A essência do trabalho está na distribuição de kits que incluem, além dos absorventes, itens como calcinhas, sabonetes, escovas e pastas de dente a meninas e mulheres menos favorecidas. Até agora, já foram realizados três pilotos com a distribuição de 125 kits desde setembro do ano passado em regiões da capital paulista como praça Olavo Bilac, estações Marechal Deodoro e Barra Funda do metrô, avenida Francisco Matarazzo, Viaduto Antarctica, alameda Barão de Limeira e praça Brigadeiro Galvão. Nesta terça, 19, a doação acontece na região do Minhocão, por volta das 19h30.
"Conseguimos atender algumas áreas da cidade de São Paulo, mas tenho certeza que, à medida em que o tema da pobreza menstrual começar a ser mais debatido, teremos condições de ampliar nosso alcance e inspirar iniciativas em outros lugares. Também não fizemos nenhum grande anúncio do Projeto e, ainda assim, o número de seguidores no Instagram, nossa principal ferramenta de divulgação, cresce rápido e de forma sustentável", afirma.

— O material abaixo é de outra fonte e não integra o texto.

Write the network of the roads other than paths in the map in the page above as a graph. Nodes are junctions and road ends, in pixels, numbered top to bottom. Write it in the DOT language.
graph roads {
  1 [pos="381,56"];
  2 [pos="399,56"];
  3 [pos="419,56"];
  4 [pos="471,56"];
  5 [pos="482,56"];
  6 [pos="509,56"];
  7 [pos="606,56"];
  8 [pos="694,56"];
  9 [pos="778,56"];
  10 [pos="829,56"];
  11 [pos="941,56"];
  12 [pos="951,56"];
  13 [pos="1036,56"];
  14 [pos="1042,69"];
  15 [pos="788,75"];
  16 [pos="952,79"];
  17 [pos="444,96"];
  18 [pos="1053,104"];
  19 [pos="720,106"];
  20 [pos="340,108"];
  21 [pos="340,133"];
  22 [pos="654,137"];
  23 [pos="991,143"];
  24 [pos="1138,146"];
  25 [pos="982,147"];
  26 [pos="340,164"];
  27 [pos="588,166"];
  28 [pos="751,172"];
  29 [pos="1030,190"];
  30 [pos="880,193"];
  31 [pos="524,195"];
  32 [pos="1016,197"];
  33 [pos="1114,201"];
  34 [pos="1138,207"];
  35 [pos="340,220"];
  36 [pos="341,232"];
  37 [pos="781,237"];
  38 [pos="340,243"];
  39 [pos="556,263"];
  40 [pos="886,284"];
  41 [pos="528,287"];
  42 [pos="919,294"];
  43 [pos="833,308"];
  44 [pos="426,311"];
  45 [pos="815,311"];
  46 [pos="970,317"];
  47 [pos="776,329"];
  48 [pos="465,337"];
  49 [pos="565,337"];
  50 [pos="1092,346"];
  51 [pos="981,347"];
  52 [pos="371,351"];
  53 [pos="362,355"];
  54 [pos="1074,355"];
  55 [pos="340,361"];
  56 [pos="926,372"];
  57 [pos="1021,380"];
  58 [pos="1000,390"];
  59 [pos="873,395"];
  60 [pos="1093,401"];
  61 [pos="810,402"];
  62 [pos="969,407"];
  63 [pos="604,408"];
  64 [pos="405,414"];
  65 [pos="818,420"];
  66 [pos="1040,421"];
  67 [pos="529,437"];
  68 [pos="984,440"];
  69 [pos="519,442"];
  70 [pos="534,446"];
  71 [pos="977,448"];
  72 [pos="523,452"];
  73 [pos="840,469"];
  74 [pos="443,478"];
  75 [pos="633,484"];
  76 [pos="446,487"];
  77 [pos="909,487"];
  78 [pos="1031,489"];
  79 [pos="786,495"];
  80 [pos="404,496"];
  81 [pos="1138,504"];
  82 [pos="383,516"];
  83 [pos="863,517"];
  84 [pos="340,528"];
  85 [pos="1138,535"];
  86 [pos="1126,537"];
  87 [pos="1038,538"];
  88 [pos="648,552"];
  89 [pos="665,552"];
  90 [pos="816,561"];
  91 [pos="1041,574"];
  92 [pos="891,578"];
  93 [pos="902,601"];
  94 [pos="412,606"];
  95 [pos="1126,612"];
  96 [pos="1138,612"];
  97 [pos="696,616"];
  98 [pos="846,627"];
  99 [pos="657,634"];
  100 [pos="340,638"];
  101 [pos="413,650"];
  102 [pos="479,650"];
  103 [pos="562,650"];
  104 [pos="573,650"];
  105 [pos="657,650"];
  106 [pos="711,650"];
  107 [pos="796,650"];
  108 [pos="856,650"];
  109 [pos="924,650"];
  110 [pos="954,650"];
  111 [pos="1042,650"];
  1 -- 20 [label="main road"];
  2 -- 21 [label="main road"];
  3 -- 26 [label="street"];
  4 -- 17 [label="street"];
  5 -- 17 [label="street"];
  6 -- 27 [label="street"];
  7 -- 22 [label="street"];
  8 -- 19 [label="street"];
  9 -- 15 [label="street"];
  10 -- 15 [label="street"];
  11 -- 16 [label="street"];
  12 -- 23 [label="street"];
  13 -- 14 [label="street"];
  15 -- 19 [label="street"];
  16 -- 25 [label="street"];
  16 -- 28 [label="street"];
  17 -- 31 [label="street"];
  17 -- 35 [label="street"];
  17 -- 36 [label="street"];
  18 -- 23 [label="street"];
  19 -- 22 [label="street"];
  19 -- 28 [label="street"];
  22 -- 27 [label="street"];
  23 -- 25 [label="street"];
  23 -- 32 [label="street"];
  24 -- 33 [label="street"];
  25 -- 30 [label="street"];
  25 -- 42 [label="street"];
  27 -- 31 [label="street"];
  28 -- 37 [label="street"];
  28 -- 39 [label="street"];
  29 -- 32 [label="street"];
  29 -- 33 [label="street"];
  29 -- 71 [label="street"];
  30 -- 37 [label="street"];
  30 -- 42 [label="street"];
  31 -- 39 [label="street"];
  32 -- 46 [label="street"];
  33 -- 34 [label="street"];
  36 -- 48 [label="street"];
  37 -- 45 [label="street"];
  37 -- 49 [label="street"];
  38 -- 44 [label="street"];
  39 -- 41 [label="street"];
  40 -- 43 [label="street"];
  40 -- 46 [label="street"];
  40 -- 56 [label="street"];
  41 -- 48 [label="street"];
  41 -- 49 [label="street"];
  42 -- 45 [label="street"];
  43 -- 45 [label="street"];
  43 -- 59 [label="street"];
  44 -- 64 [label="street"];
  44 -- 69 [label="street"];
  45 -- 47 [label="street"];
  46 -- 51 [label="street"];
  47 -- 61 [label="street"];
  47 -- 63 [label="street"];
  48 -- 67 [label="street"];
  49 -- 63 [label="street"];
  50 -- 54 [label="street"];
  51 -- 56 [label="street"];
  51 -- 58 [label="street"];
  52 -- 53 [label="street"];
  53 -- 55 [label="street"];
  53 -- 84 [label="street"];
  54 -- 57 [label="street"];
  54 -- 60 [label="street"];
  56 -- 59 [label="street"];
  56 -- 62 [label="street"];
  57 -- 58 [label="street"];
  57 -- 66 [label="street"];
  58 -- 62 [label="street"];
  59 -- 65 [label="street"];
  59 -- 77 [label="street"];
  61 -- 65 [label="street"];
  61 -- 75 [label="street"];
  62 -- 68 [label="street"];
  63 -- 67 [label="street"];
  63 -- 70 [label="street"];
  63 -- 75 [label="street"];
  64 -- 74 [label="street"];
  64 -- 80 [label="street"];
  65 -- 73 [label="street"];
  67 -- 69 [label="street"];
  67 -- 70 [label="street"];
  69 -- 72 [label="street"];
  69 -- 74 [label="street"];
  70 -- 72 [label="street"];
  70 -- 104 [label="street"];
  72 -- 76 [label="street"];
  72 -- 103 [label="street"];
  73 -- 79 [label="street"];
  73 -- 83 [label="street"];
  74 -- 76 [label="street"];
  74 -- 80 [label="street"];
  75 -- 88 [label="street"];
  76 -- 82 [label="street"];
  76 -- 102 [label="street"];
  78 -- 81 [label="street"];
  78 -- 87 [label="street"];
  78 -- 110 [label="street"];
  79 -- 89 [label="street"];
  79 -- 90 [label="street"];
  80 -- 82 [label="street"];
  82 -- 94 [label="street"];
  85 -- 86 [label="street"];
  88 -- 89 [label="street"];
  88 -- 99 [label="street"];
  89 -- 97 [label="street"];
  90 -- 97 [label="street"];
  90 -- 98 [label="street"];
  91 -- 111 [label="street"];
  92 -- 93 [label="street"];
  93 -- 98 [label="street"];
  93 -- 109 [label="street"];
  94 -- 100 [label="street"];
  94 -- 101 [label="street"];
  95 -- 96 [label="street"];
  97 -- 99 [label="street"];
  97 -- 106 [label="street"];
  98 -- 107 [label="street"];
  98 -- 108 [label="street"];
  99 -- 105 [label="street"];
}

E o objetivo do programa é aumentar o volume de materiais para a próxima doação, que já terá cem kits. "Ainda não fizemos nenhuma distribuição em comunidades, mas isto está no nosso radar para os próximos meses", ressalta Victória.
Ela também lançou uma vaquinha online. A meta era arrecadar aproximadamente R$ 500, mas o valor ultrapassou os R$ 5 mil até o fechamento desta reportagem. "A vaquinha hoje é a nossa única ferramenta de arrecadação. Todo o montante é revertido para o Projeto Luna. Além da preparação dos kits, tive gastos com a formalização da ONG (contador, cartório de registros), para desenvolver a identidade visual, o designer gráfico para os posts no Instagram etc. Além do pacote com 25 absorventes diurnos e cinco noturnos, que cobrem um ciclo menstrual, cada sacolinha contém uma calcinha 100% algodão, uma escova e uma pasta de dentes, uma barra de sabonete e um rolo de papel higiênico", explica.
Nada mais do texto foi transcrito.